**Problem to work on**
The word "dead" may appear in some lines of the data; copy every such line.

**Data extracts**
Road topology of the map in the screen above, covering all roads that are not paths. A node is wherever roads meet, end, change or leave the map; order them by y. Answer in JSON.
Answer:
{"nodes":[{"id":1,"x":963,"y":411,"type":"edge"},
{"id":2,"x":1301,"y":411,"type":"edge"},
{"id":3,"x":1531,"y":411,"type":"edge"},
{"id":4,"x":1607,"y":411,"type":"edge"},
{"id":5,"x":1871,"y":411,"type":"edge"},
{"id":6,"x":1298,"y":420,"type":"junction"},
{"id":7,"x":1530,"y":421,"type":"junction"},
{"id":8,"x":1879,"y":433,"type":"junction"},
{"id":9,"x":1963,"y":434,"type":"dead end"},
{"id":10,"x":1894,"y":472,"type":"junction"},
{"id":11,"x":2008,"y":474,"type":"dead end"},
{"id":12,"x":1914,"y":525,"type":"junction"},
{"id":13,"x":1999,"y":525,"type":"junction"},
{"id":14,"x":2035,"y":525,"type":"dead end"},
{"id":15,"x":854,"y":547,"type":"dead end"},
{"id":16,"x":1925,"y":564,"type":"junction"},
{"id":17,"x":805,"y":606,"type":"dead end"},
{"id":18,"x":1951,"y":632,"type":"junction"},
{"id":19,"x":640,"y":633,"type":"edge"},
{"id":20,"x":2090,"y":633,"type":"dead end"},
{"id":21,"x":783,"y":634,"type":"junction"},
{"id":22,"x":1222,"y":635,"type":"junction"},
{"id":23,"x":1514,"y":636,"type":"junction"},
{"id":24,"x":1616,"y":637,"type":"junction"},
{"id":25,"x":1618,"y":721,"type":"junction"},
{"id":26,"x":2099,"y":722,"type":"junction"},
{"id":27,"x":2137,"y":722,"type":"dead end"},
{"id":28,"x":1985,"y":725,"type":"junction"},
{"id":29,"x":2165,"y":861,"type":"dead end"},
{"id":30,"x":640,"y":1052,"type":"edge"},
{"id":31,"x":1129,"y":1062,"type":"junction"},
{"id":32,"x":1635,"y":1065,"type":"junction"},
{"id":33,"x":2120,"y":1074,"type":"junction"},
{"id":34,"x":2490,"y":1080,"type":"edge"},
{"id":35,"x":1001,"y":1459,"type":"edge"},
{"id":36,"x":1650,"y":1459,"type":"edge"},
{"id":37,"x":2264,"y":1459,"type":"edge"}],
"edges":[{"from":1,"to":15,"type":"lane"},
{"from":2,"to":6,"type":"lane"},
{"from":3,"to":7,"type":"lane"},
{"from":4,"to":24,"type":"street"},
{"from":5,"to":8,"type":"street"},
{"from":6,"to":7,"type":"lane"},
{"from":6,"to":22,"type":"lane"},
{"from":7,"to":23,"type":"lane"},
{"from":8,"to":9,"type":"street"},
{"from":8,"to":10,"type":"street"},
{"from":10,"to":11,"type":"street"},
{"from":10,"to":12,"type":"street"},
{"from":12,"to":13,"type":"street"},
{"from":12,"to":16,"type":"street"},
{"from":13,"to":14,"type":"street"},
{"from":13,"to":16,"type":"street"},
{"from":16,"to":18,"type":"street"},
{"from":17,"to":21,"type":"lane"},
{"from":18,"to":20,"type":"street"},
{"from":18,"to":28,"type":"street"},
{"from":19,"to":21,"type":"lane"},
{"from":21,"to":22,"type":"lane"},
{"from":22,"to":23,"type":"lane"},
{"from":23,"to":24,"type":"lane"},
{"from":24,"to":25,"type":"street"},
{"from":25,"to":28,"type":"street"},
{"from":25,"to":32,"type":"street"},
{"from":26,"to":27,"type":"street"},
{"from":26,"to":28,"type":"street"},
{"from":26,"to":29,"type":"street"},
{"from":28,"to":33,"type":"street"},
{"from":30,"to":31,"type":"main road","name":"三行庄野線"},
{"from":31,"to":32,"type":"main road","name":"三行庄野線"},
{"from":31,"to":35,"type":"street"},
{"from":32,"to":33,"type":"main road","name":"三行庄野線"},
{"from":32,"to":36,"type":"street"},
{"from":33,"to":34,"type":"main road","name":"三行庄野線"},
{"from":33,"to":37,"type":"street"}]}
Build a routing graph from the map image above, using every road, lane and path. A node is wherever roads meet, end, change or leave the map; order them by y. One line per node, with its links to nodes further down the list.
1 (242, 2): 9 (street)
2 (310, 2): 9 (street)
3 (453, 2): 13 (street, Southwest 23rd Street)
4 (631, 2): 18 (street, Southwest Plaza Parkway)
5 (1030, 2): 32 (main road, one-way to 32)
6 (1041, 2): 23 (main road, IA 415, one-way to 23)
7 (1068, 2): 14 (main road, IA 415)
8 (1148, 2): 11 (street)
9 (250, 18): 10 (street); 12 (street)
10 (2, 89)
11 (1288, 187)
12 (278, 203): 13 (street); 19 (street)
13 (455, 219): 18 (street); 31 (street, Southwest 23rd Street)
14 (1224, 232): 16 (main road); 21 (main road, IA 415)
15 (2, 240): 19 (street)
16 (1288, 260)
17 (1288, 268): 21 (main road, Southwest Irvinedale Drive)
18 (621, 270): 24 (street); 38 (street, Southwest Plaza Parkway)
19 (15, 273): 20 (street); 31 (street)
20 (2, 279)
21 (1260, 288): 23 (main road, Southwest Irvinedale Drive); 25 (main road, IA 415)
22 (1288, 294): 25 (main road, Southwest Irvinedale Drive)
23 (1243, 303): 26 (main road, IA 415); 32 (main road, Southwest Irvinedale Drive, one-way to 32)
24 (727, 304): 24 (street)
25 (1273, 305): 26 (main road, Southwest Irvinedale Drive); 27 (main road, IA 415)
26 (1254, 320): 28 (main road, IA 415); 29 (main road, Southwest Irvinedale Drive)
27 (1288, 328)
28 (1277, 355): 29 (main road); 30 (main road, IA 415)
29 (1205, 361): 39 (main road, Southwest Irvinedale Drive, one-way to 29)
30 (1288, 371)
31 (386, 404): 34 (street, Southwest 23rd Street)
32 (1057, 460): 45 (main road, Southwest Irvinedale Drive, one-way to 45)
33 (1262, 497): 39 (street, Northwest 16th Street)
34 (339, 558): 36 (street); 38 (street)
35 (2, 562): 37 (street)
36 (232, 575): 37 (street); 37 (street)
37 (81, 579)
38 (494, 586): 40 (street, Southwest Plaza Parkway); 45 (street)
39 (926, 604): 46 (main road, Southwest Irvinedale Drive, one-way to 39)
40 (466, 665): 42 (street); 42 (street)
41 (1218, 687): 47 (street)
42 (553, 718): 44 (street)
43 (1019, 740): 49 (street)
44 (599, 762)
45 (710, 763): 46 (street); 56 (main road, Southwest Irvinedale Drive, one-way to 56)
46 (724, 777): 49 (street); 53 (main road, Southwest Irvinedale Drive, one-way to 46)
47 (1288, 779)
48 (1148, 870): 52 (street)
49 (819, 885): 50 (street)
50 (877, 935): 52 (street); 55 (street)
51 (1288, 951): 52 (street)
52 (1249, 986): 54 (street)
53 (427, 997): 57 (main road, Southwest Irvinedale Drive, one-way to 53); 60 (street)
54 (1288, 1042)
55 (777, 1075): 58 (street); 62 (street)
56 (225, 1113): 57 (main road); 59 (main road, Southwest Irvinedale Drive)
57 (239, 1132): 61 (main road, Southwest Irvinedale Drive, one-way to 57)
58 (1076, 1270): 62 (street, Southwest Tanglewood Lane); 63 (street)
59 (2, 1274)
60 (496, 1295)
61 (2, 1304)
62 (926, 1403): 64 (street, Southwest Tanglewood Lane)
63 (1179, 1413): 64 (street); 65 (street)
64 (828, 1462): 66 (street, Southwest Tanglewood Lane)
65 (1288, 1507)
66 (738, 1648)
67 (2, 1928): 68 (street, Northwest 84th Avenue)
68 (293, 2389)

**Problem solution**
{"id":9,"x":1963,"y":434,"type":"dead end"},
{"id":11,"x":2008,"y":474,"type":"dead end"},
{"id":14,"x":2035,"y":525,"type":"dead end"},
{"id":15,"x":854,"y":547,"type":"dead end"},
{"id":17,"x":805,"y":606,"type":"dead end"},
{"id":20,"x":2090,"y":633,"type":"dead end"},
{"id":27,"x":2137,"y":722,"type":"dead end"},
{"id":29,"x":2165,"y":861,"type":"dead end"},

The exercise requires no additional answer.